The risk landscape has shifted meaningfully in recent years. Policy and technology risks have become less important as the industry has matured and turbine reliability has improved. But curtailment risk, where wind farms are forced to reduce output because the grid can’t absorb all the power, and price risk, where wholesale electricity prices drop and compress margins, have grown more significant. This makes sense: as more wind capacity comes online, the grid gets saturated during windy periods, pushing prices down and sometimes requiring turbines to shut off entirely.
Interest rate sensitivity also matters. Wind projects require enormous upfront capital and are typically financed with debt. When borrowing costs rise, new project economics get squeezed, which can slow order books for turbine manufacturers and delay returns for project investors.
The Growth Outlook
Global wind capacity is expected to cross 2 terawatts by 2030, according to the Global Wind Energy Council. To put that in perspective, 2 TW is enough generating capacity to power roughly 600 million average homes in favorable wind conditions. Asia-Pacific markets outside China are projected to account for an increasing share of that growth, making up about 12% of global installations by the end of the decade.

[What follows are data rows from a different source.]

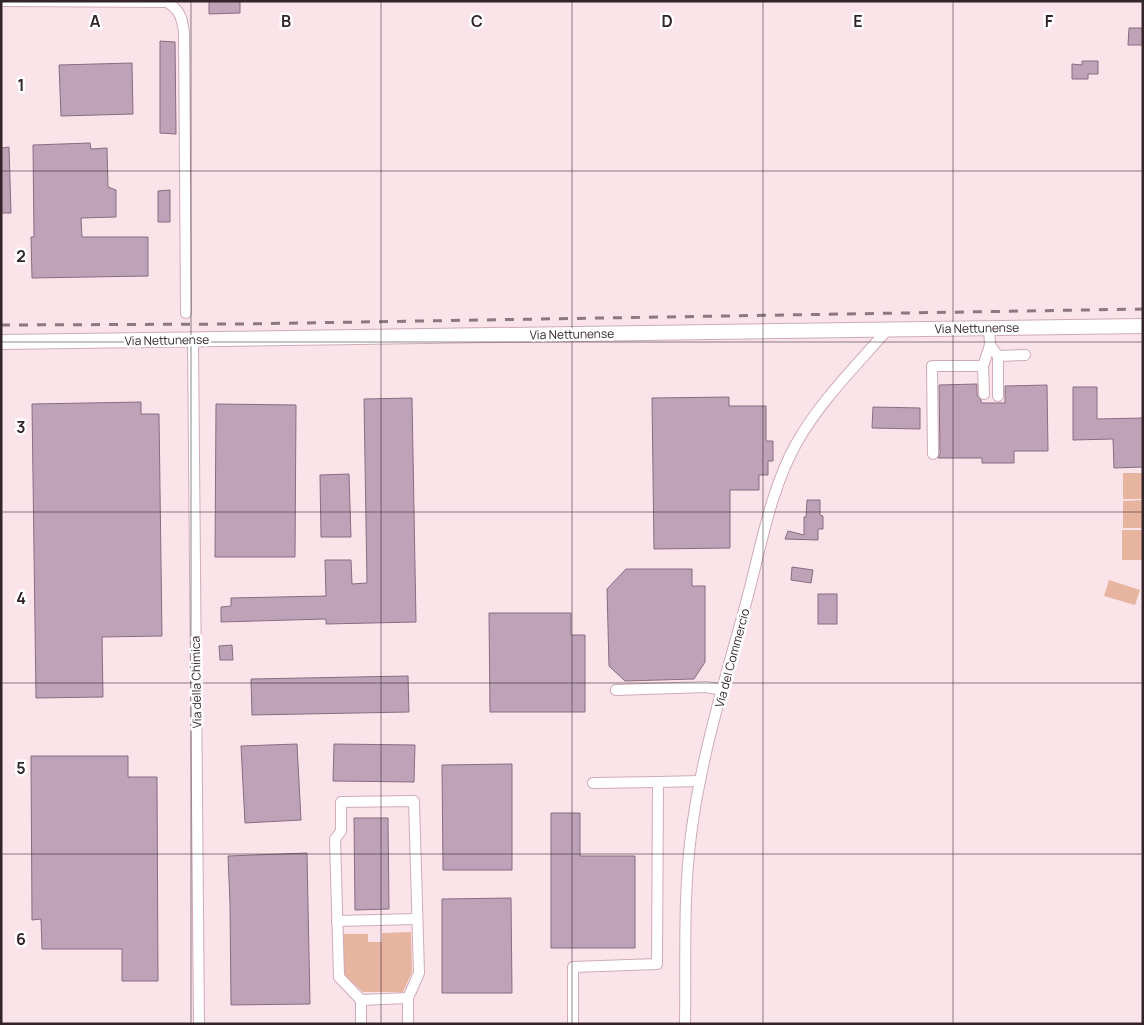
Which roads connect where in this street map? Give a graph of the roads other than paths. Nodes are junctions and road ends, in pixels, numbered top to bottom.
1 (1, 1) edge
2 (186, 313) dead end
3 (1143, 326) edge
4 (989, 328) junction
5 (888, 329) junction
6 (193, 340) junction
7 (1, 342) edge
8 (990, 344) junction
9 (1024, 355) dead end
10 (998, 356) junction
11 (983, 366) junction
12 (984, 394) dead end
13 (998, 396) dead end
14 (933, 454) dead end
15 (616, 690) dead end
16 (723, 690) junction
17 (700, 781) junction
18 (658, 782) junction
19 (593, 783) dead end
20 (418, 919) junction
21 (337, 921) junction
22 (408, 998) junction
23 (361, 1000) junction
24 (199, 1024) edge
25 (361, 1024) edge
26 (408, 1024) edge
27 (573, 1024) edge
28 (685, 1024) edge

1 - 2 street
3 - 4 main road, Via Nettunense
4 - 5 main road, Via Nettunense
4 - 8 street
5 - 6 main road, Via Nettunense
5 - 16 street, Via del Commercio
6 - 7 main road, Via Nettunense
6 - 24 street, Via della Chimica
8 - 10 street
8 - 11 street
9 - 10 street
10 - 13 street
11 - 12 street
11 - 14 street
15 - 16 street
16 - 17 street, Via del Commercio
17 - 18 street
17 - 28 street, Via del Commercio
18 - 19 street
18 - 27 street
20 - 21 street
20 - 21 street
20 - 22 street
21 - 23 street
22 - 23 street
22 - 26 street
23 - 25 street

This growth trajectory is the core investment thesis for wind energy. Governments worldwide have committed to aggressive renewable targets, and wind is one of the two dominant technologies (alongside solar) expected to deliver on those commitments. The question for investors isn’t whether the industry will grow, but whether the companies capturing that growth can do so profitably, especially as subsidy structures evolve and grid constraints create new challenges.